> [Task requirements] Work through the data below line by line and say how many lines hold "bridge"; give only the number.
--- Listed records Enclosed Below ---
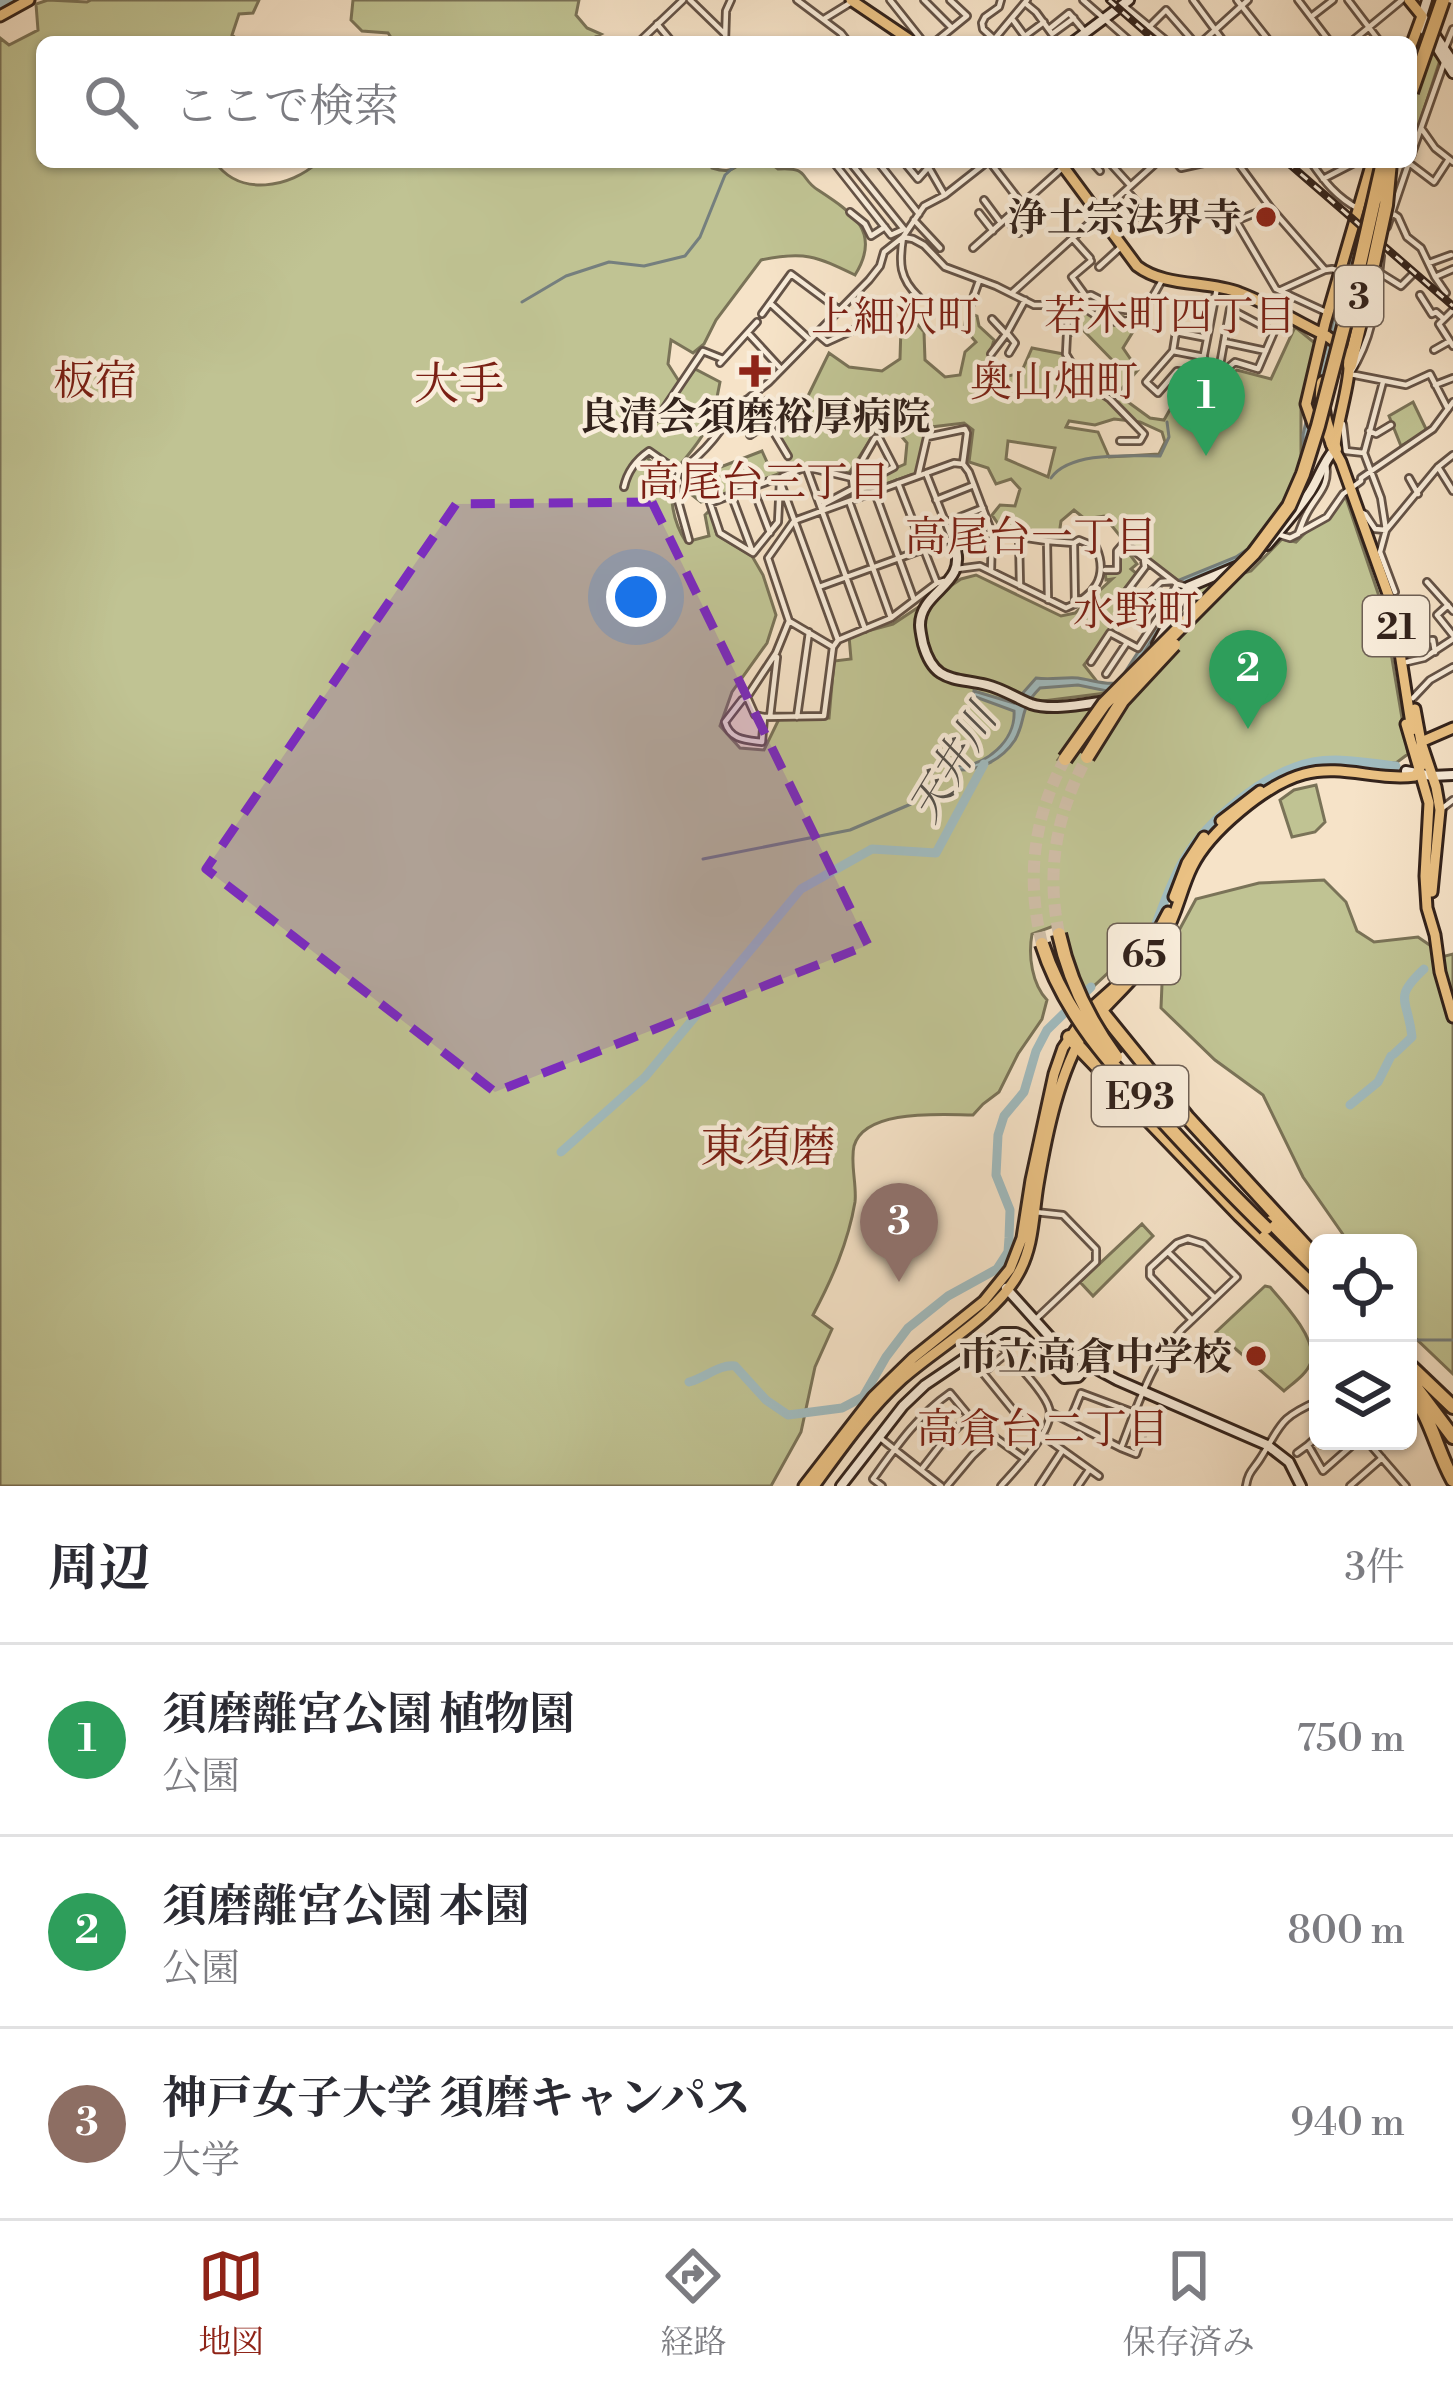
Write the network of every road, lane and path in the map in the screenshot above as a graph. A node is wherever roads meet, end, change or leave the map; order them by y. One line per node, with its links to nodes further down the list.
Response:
1 (29, 0): 26 (main road)
2 (668, 0): 24 (street)
3 (686, 0): 24 (street); 41 (street)
4 (730, 0): 42 (street)
5 (797, 0): 28 (street)
6 (853, 0): 28 (street); 44 (main road)
7 (890, 0): 45 (street)
8 (925, 0): 36 (street)
9 (950, 0): 36 (street)
10 (1001, 0): 25 (street)
11 (1083, 0): 30 (street)
12 (1193, 0): 38 (street)
13 (1248, 0): 22 (street)
14 (1298, 0): 27 (street)
15 (1333, 0): 27 (street)
16 (1348, 0): 35 (street)
17 (1405, 0): 33 (main road); 35 (street)
18 (1427, 0): 33 (street)
19 (1441, 0): 64 (highway, bridge); 66 (highway, bridge)
20 (1026, 1): 29 (street); 31 (street)
21 (1126, 2): 30 (street); 34 (street)
22 (1239, 3): 38 (street); 57 (street)
23 (985, 5): 25 (street)
24 (674, 8): 32 (street)
25 (989, 13): 47 (street)
26 (0, 16)
27 (1311, 17): 58 (street)
28 (824, 19): 43 (street)
29 (1013, 20): 48 (street); 49 (street)
30 (1105, 20): 51 (street); 52 (street)
31 (1044, 22): 50 (street); 51 (street)
32 (657, 24): 39 (street); 40 (street)
33 (1426, 26): 61 (main road); 62 (street); 63 (street)
34 (1149, 27): 53 (street); 54 (street)
35 (1368, 27): 59 (street); 60 (street)
36 (952, 28): 46 (street)
37 (1453, 29): 62 (street)
38 (1215, 30): 55 (street); 56 (street)
39 (645, 36)
40 (667, 36)
41 (723, 36)
42 (725, 36)
43 (842, 36)
44 (907, 36)
45 (919, 36)
46 (942, 36)
47 (989, 36)
48 (999, 36)
49 (1024, 36)
50 (1031, 36)
51 (1088, 36)
52 (1124, 36)
53 (1160, 36)
54 (1192, 36)
55 (1206, 36)
56 (1220, 36)
57 (1265, 36)
58 (1325, 36)
59 (1358, 36)
60 (1375, 36)
61 (1417, 38)
62 (1444, 47): 63 (street)
63 (1449, 61): 65 (street); 67 (street)
64 (1417, 62)
65 (1453, 73)
66 (1417, 74)
67 (1421, 128): 68 (street); 69 (street)
68 (1417, 140)
69 (1451, 160): 70 (street)
70 (1417, 166)
71 (839, 168): 104 (street)
72 (855, 168): 106 (street)
73 (882, 168): 102 (street)
74 (933, 168): 93 (street)
75 (981, 168): 93 (street)
76 (994, 168): 95 (street)
77 (1060, 168): 95 (street)
78 (1067, 168): 101 (main road)
79 (1097, 168): 90 (street)
80 (1113, 168): 92 (street)
81 (1150, 168): 92 (street)
82 (1241, 168): 96 (street)
83 (1315, 168): 91 (street)
84 (1344, 168): 91 (street)
85 (1369, 168): 97 (main road, 21)
86 (1386, 168): 108 (highway, 3, bridge)
87 (1387, 168): 172 (highway, 3, bridge)
88 (1388, 168): 158 (highway, bridge)
89 (1407, 168): 99 (street)
90 (1100, 171)
91 (1323, 179): 97 (street)
92 (1128, 188): 101 (street); 110 (street)
93 (945, 195): 102 (street)
94 (984, 200): 103 (street)
95 (1022, 204): 103 (street)
96 (1270, 207): 117 (street); 125 (street)
97 (1359, 208): 118 (main road, 21)
98 (850, 212): 104 (street)
99 (1392, 212): 114 (street); 119 (street)
100 (979, 213): 105 (street)
101 (1100, 216): 109 (street); 110 (main road)
102 (916, 217): 106 (street); 111 (street)
103 (1004, 221): 105 (street); 107 (street)
104 (885, 227): 106 (street)
105 (993, 230): 112 (street)
106 (905, 232): 123 (street); 130 (street); 133 (street)
107 (1019, 233)
108 (1366, 236): 172 (highway, 3, bridge); 178 (highway, bridge)
109 (1073, 239): 127 (street); 128 (street)
110 (1119, 241): 115 (street); 122 (main road)
111 (940, 248)
112 (973, 248)
113 (1451, 255): 114 (street)
114 (1430, 263): 121 (street)
115 (1099, 267)
116 (1453, 269): 121 (street)
117 (1325, 270): 118 (street); 125 (street)
118 (1341, 271): 137 (main road, 21)
119 (1379, 273): 120 (street); 158 (street)
120 (1413, 274)
121 (1435, 277): 126 (street)
122 (1163, 278): 124 (main road); 136 (street)
123 (979, 281): 127 (street); 134 (street)
124 (1217, 288): 145 (main road); 146 (street)
125 (1280, 291): 137 (street)
126 (1447, 292)
127 (1012, 293): 131 (street)
128 (1085, 295): 131 (street); 136 (street)
129 (1420, 295): 139 (street)
130 (919, 297)
131 (1025, 300): 144 (street)
132 (771, 304): 133 (street); 138 (street); 148 (street)
133 (838, 309): 142 (street)
134 (970, 309)
135 (1453, 310): 139 (street)
136 (1140, 312): 176 (street)
137 (1328, 313): 145 (main road, 21)
138 (762, 314)
139 (1444, 319): 147 (street)
140 (992, 320): 144 (street)
141 (757, 322): 143 (street)
142 (815, 332): 148 (street); 150 (street)
143 (748, 333): 157 (street); 169 (street)
144 (1007, 333): 154 (street); 155 (street)
145 (1329, 337): 158 (main road); 172 (main road, 21)
146 (1207, 338): 152 (street); 156 (street)
147 (1450, 338): 151 (street)
148 (809, 339): 157 (street)
149 (1224, 342): 153 (street); 153 (street); 160 (street)
150 (845, 343)
151 (1434, 350)
152 (1173, 351): 156 (street); 159 (street)
153 (1266, 351): 160 (street)
154 (992, 353)
155 (1009, 353)
156 (1204, 357): 159 (street)
157 (781, 369): 164 (street)
158 (1350, 369): 162 (street); 172 (main road, 21)
159 (1200, 375): 160 (street)
160 (1218, 376)
161 (1453, 378): 163 (street)
162 (1383, 382): 163 (street); 174 (street)
163 (1436, 385): 168 (street)
164 (748, 400): 166 (street); 167 (street)
165 (1453, 402): 168 (street)
166 (736, 404): 170 (street); 184 (street)
167 (758, 408): 171 (street); 171 (street)
168 (1448, 409): 185 (street)
169 (658, 418)
170 (749, 423)
171 (769, 423): 175 (street); 180 (street)
172 (1320, 423): 178 (main road, 21); 178 (main road, 21); 263 (highway, bridge); 264 (highway, bridge)
173 (1391, 425): 174 (street)
174 (1369, 431): 177 (street)
175 (750, 435)
176 (1120, 441)
177 (1364, 452): 178 (street); 185 (street)
178 (1336, 453): 195 (main road, 21); 209 (street); 212 (street)
179 (1453, 454): 183 (street)
180 (788, 456)
181 (963, 464): 186 (street); 186 (street); 191 (street)
182 (806, 467): 187 (street); 189 (street); 203 (street)
183 (1438, 467): 196 (street); 198 (street)
184 (679, 472): 192 (street); 214 (street)
185 (1370, 472): 195 (street); 208 (street)
186 (922, 475): 190 (street); 200 (street)
187 (852, 478): 194 (street); 194 (street)
188 (1409, 478): 198 (street)
189 (780, 482): 193 (street); 205 (street); 210 (street)
190 (898, 483): 197 (street); 218 (street)
191 (974, 485): 200 (street); 202 (street)
192 (624, 487)
193 (753, 487): 199 (street); 210 (street)
194 (853, 487): 203 (street)
195 (1349, 488): 204 (main road, 21); 209 (street)
196 (1453, 490)
197 (874, 492): 201 (street); 220 (street)
198 (1418, 494): 208 (street)
199 (731, 495): 219 (street); 219 (street)
200 (936, 500): 206 (street)
201 (848, 501): 203 (street); 222 (street)
202 (983, 508): 206 (street); 211 (street)
203 (822, 511): 205 (street); 226 (street)
204 (1357, 511): 207 (main road, 21); 208 (street)
205 (794, 520): 232 (street); 242 (street)
206 (945, 523): 216 (street)
207 (1362, 526): 253 (main road); 261 (main road, 21); 265 (main road)
208 (1386, 530): 233 (street)
209 (1300, 532): 212 (street)
210 (770, 533): 219 (street)
211 (992, 533): 213 (street); 216 (street); 225 (street)
212 (1276, 534): 230 (street)
213 (1019, 537): 215 (street); 231 (street)
214 (689, 540)
215 (1047, 541): 217 (street); 235 (street)
216 (952, 542): 218 (street); 223 (street)
217 (1074, 543): 224 (street); 237 (street)
218 (923, 550): 220 (street); 229 (street)
219 (753, 553)
220 (898, 559): 222 (street); 234 (street)
221 (1144, 559): 224 (street); 230 (street); 230 (street)
222 (873, 568): 226 (street); 240 (street)
223 (957, 569): 225 (street); 227 (street)
224 (1102, 570): 237 (street)
225 (992, 571): 231 (street)
226 (846, 577): 232 (street); 243 (street)
227 (948, 580): 229 (street); 247 (street)
228 (1427, 582): 238 (street)
229 (937, 583): 234 (street)
230 (1179, 585): 239 (street); 247 (street)
231 (1020, 586): 235 (street)
232 (819, 587): 246 (street)
233 (1395, 592)
234 (914, 600): 240 (street)
235 (1048, 600): 237 (street)
236 (1148, 600): 239 (street)
237 (1075, 604)
238 (1450, 608): 245 (street)
239 (1164, 609): 247 (street)
240 (891, 618): 243 (street)
241 (1421, 620): 250 (street)
242 (789, 621): 244 (street); 251 (street)
243 (865, 629): 246 (street)
244 (808, 632): 249 (street); 259 (street)
245 (1453, 637): 250 (street)
246 (838, 640): 249 (street)
247 (1150, 641): 248 (street)
248 (1126, 642): 252 (street); 255 (street)
249 (833, 647): 259 (street)
250 (1435, 652): 253 (street)
251 (776, 653): 256 (street); 258 (street)
252 (1091, 662)
253 (1407, 662): 257 (main road)
254 (1453, 668): 257 (street)
255 (1106, 674)
256 (747, 698): 258 (street); 258 (street)
257 (1413, 698): 262 (main road)
258 (767, 717): 259 (street)
259 (797, 717)
260 (1453, 728): 262 (main road)
261 (1412, 730)
262 (1421, 742): 265 (main road)
263 (1087, 757)
264 (1064, 759)
265 (1422, 775): 266 (street); 268 (main road); 270 (main road); 272 (main road, 65)
266 (1453, 775)
267 (1453, 800): 268 (street)
268 (1437, 808): 270 (main road)
269 (1059, 934): 276 (highway, E93, bridge)
270 (1435, 935): 273 (main road)
271 (1042, 944): 276 (highway, E93, bridge)
272 (1096, 1010): 274 (main road, 65); 277 (highway)
273 (1453, 1017)
274 (1072, 1042): 275 (main road, 65); 281 (highway); 282 (main road, 65)
275 (1035, 1212): 282 (main road, 65); 284 (street)
276 (1268, 1226): 279 (highway, E93); 280 (highway, E93)
277 (1309, 1250)
278 (1168, 1251): 283 (street); 283 (street); 285 (street)
279 (1309, 1262)
280 (1309, 1270)
281 (1309, 1282)
282 (1004, 1287): 284 (street); 318 (main road, 65); 319 (main road, 65)
283 (1215, 1298): 285 (street)
284 (1035, 1320): 288 (street)
285 (1192, 1320): 291 (street)
286 (996, 1337): 287 (street); 288 (street); 299 (street)
287 (1007, 1353): 295 (street); 298 (street)
288 (1088, 1366): 291 (street)
289 (1417, 1379): 294 (highway)
290 (1417, 1383): 300 (highway)
291 (1144, 1392): 296 (street); 301 (street)
292 (1417, 1402): 315 (highway)
293 (1309, 1406): 301 (street)
294 (1453, 1407)
295 (1051, 1412): 297 (street); 298 (street)
296 (1135, 1413): 297 (street); 304 (street); 304 (street)
297 (1070, 1420): 304 (street)
298 (1041, 1436): 308 (street); 311 (street)
299 (878, 1437): 303 (street); 316 (street)
300 (1453, 1437)
301 (1263, 1444): 325 (street); 326 (street)
302 (1308, 1445): 309 (street)
303 (895, 1449): 312 (street); 312 (street); 320 (street)
304 (1125, 1449)
305 (1311, 1450): 306 (street)
306 (1347, 1450)
307 (1375, 1450): 310 (street)
308 (1062, 1451): 313 (street); 323 (street)
309 (1297, 1453)
310 (1383, 1458): 317 (street); 327 (street)
311 (1024, 1459): 321 (street); 322 (street)
312 (921, 1470): 321 (street)
313 (1089, 1470): 314 (street); 324 (street)
314 (1099, 1476)
315 (1453, 1480)
316 (843, 1485)
317 (1402, 1485)
318 (804, 1486)
319 (814, 1486)
320 (882, 1486)
321 (944, 1486)
322 (1001, 1486)
323 (1040, 1486)
324 (1078, 1486)
325 (1246, 1486)
326 (1301, 1486)
327 (1350, 1486)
--- End of Enclosed Listed records ---
> [Output below] 8